À l’origine de cette notion de « signaux faibles », on trouve une théorie à l’efficacité contestée issue des doctrines sécuritaires américaines, rappelle Jérôme Hourdeaux dans Mediapart. « Elle déborde désormais du monde de la lutte contre le terrorisme pour s’insinuer dans l’espace public. » Au départ, c’est du domaine de l’intelligence économique que cette théorie est issue, pour repérer « toutes les bribes d’information, les événements anodins, les petites anomalies qui passent inaperçus mais qui sont en réalité annonciateurs de bouleversements majeurs. Une entreprise capable de repérer ces signaux faibles pourrait anticiper ces changements et prendre ainsi un avantage décisif sur ses concurrents. » Puis son application s’est étendue à la lutte contre la criminalité, avec « des programmes policiers visant non plus à appréhender des délinquants mais à prévoir les crimes et, si possible, arrêter leurs auteurs avant qu’ils ne passent à l’acte ». La doctrine de la broken window, la « fenêtre brisée » s’en inspire, qui « repose sur la répression de toutes les petites incivilités, vues comme les signes avant-coureurs d’une délinquance plus grave ».
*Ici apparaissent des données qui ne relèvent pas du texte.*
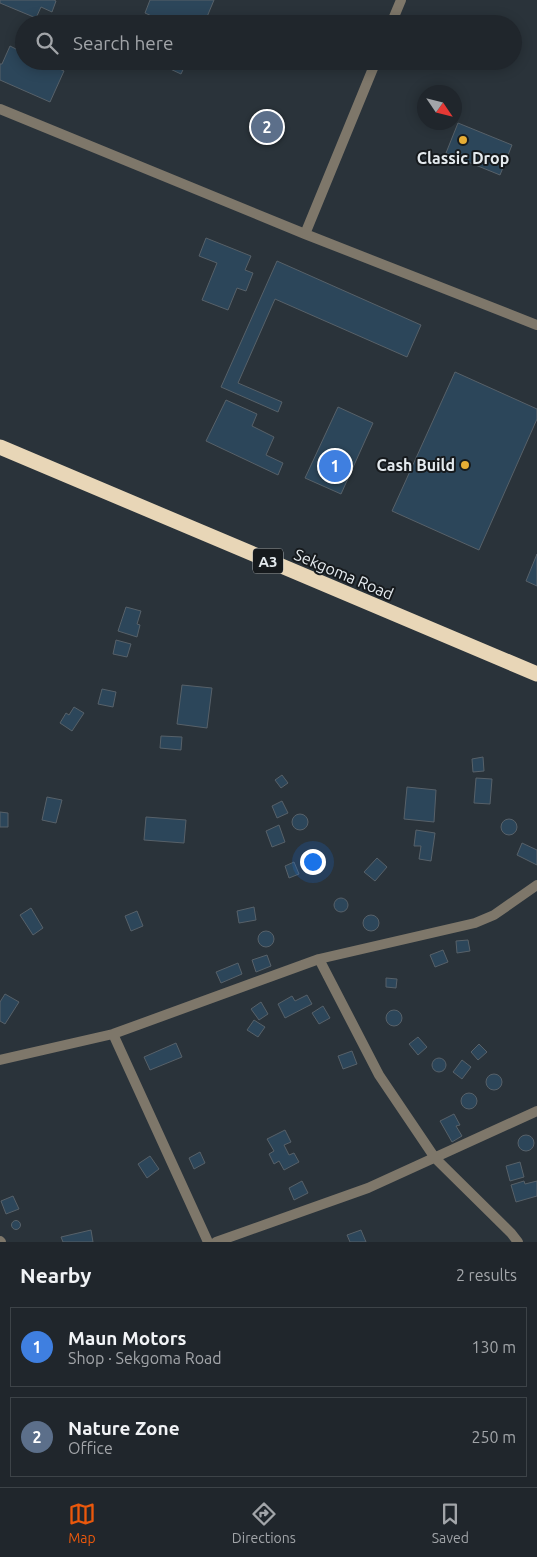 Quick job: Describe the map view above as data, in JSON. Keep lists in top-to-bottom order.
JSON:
{
  "streets": {
    "highway": ["A3", "Sekgoma Road"]
  },
  "places": ["Classic Drop", "Cash Build"],
  "north": "bottom right",
  "page": {
    "search": "Search here",
    "pins": ["2", "1"],
    "heading": ["Nearby", "2 results"],
    "list": [
      {
        "mark": "1",
        "name": "Maun Motors",
        "note": "Shop · Sekgoma Road",
        "value": "130 m"
      },
      {
        "mark": "2",
        "name": "Nature Zone",
        "note": "Office",
        "value": "250 m"
      }
    ],
    "nav": ["Map", "Directions", "Saved"]
  }
}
Sur le terrain, la théorie de la broken window se traduit par une politique de « tolérance zéro » et l’usage massif de la tactique du « stop and frisk », « contrôle et fouille », consistant à pratiquer des contrôles massifs dans certaines zones ou sur certaines populations.
Si elle a bien fait baisser les chiffres de la délinquance, à New York notamment, elle s’est d’abord illustrée par « une répression féroce dans certains quartiers, marquée par plusieurs bavures et une discrimination raciale dénoncées par les associations de défense des droits civiques ». Importée en France sous le mandat de Nicolas Sarkozy, la politique de tolérance zéro va multiplier les textes visant à sanctionner les petits délits, comme par exemple l’occupation des halls d’immeuble par les jeunes. À l’ère d’internet, les services de renseignement disposent de bases de données permettant de faire travailler les logiciels sur un plus grand nombre de critères. C’est ainsi qu’en 2007, le bureau californien du FBI a mis en place un dispositif de surveillance visant à repérer les consommateurs de fallafels dans l’espoir d’identifier des espions iraniens. Et ces derniers jours, on a pu assister à des débats surréalistes sur le caractère « signifiant » de certaines barbes… On voit bien la dérive sécuritaire que tout cela entraîne. Et si l’efficacité de ces outils de surveillance reste à démontrer quant à la prévention du terrorisme, leurs effets sur les discriminations sont manifestes.
Libertés publiques
« Nous sortons progressivement de notre philosophie des droits », affirme François Sureau dans un dialogue avec Bernard Cazeneuve, ex-ministre de l’Intérieur de 2014 à 2016, un débat organisé par L’Obs. L’avocat rappelle ces propos de Roger Frey, ancien ministre de l’intérieur du général De Gaulle : « Il n’y a pas de mois où l’on ne propose à un ministre de l’Intérieur un texte limitant la liberté au motif qu’il faciliterait l’action de la police. » Selon lui, la réduction des libertés n’entraîne « aucun bénéfice en ce qui concerne la sûreté ». Dans le dernier opuscule de la collection Tracts, chez Gallimard, publié sous le titre Sans la liberté, il déplore que « l’administration, qui sur ces sujets gouverne en France par parlement interposé, se propose moins de régler un problème que de faciliter le travail des agents publics chargés de le régler, ce qui est très différent ».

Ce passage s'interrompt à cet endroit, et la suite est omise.